Skift Take
Greenland is still very expensive to get to and stay, but with food costs for locals coming down and diversity of choices increasing, will that mean more cost-effective packages for tourists?
Inside the Arctic Circle, a chef is growing the kind of vegetables and herbs – potatoes, thyme, tomatoes, green peppers – more fitted for a suburban garden in a temperate zone than a land of northern lights, glaciers and musk oxen. Some Inuit hunters are finding reindeer fatter than ever thanks to more grazing on this frozen tundra, and, for some, there is no longer a need to trek hours to find wild herbs.
This is climate change in Greenland, where locals say longer and warmer summers mean the country can grow the kind of crops unheard of years ago. "Things are just growing quicker," said Kim Ernst, the Danish chef of Roklubben restaurant, nestled by a frozen lake near a former Cold War-era US military base. "Every year we try new things," added Mr Ernst, who even managed to grow a handful of strawberries that he served to some surprised Scandinavian royals. "I came here in 1999 and no one would have dreamed of doing this. But now the summer days seem warmer, and longer."

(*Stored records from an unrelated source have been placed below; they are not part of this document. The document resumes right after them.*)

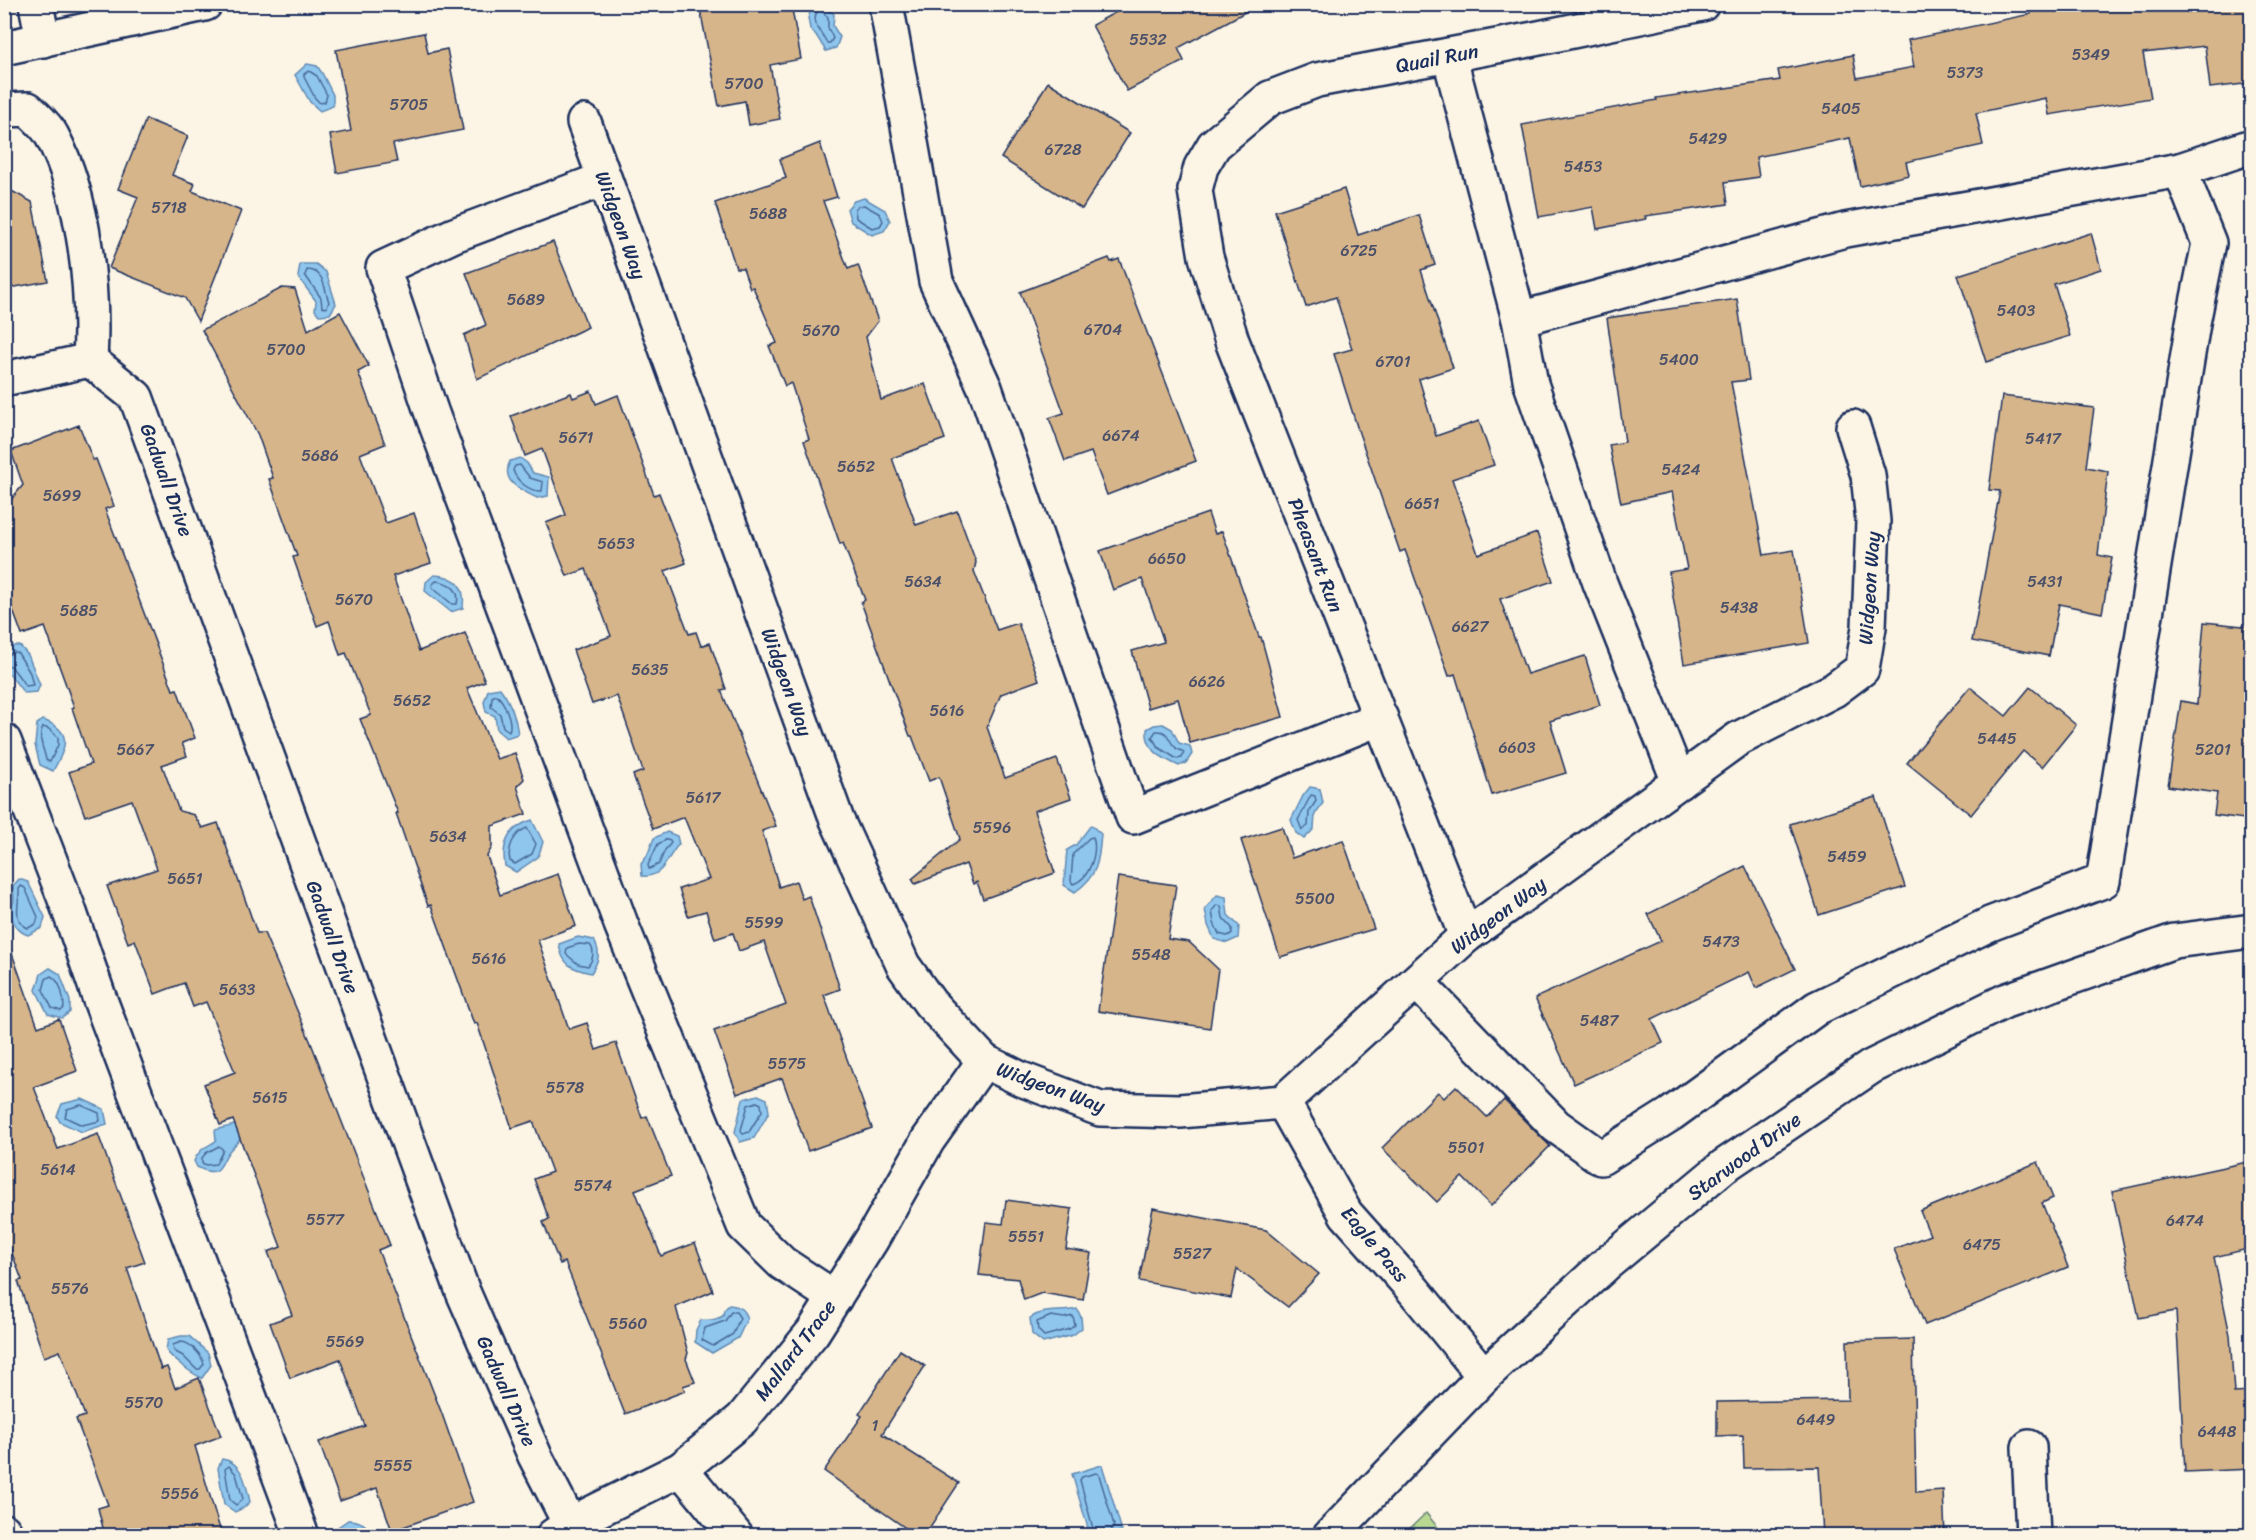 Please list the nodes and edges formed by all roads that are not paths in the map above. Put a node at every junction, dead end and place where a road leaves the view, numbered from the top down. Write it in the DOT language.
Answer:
graph roads {
  1 [pos="36,4"];
  2 [pos="205,4"];
  3 [pos="886,4"];
  4 [pos="1702,4"];
  5 [pos="44,40"];
  6 [pos="4,48"];
  7 [pos="1449,55"];
  8 [pos="4,110"];
  9 [pos="584,122"];
  10 [pos="2252,146"];
  11 [pos="1202,167"];
  12 [pos="2180,170"];
  13 [pos="604,179"];
  14 [pos="1519,319"];
  15 [pos="90,360"];
  16 [pos="4,379"];
  17 [pos="1853,427"];
  18 [pos="1381,718"];
  19 [pos="4,741"];
  20 [pos="1679,782"];
  21 [pos="2252,931"];
  22 [pos="1467,936"];
  23 [pos="1417,982"];
  24 [pos="984,1061"];
  25 [pos="1283,1102"];
  26 [pos="834,1298"];
  27 [pos="1484,1376"];
  28 [pos="2029,1448"];
  29 [pos="681,1469"];
  30 [pos="562,1530"];
  31 [pos="302,1536"];
  32 [pos="736,1536"];
  33 [pos="1330,1536"];
  34 [pos="2033,1536"];
  1 -- 5 [label="street"];
  2 -- 5 [label="street"];
  3 -- 18 [label="street"];
  4 -- 7 [label="street, Quail Run"];
  5 -- 6 [label="street"];
  7 -- 11 [label="street, Quail Run"];
  7 -- 14 [label="street"];
  8 -- 15 [label="street"];
  9 -- 13 [label="street, Widgeon Way"];
  10 -- 12 [label="street"];
  11 -- 18 [label="street, Pheasant Run"];
  12 -- 14 [label="street"];
  12 -- 23 [label="street"];
  13 -- 24 [label="street, Widgeon Way"];
  13 -- 26 [label="street"];
  14 -- 20 [label="street"];
  15 -- 16 [label="street"];
  15 -- 30 [label="street, Gadwall Drive"];
  17 -- 20 [label="street, Widgeon Way"];
  18 -- 22 [label="street, Pheasant Run"];
  19 -- 31 [label="street"];
  20 -- 22 [label="street, Widgeon Way"];
  21 -- 27 [label="street, Starwood Drive"];
  22 -- 23 [label="street, Widgeon Way"];
  23 -- 25 [label="street, Widgeon Way"];
  24 -- 25 [label="street, Widgeon Way"];
  24 -- 26 [label="street, Mallard Trace"];
  25 -- 27 [label="street, Eagle Pass"];
  26 -- 29 [label="street, Mallard Trace"];
  27 -- 33 [label="street, Starwood Drive"];
  28 -- 34 [label="street"];
  29 -- 30 [label="street, Mallard Trace"];
  29 -- 32 [label="street"];
}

It was -20C in March but the sun was out and the air was still, with an almost spring-like feel. Mr Ernst showed me his greenhouse and an outdoor winter garden which in a few months may sprout again. Hundreds of miles south, some farmers now produce hay, and sheep farms have grown in size. Some supermarkets in the capital, Nuuk, sell locally grown vegetables in the summer.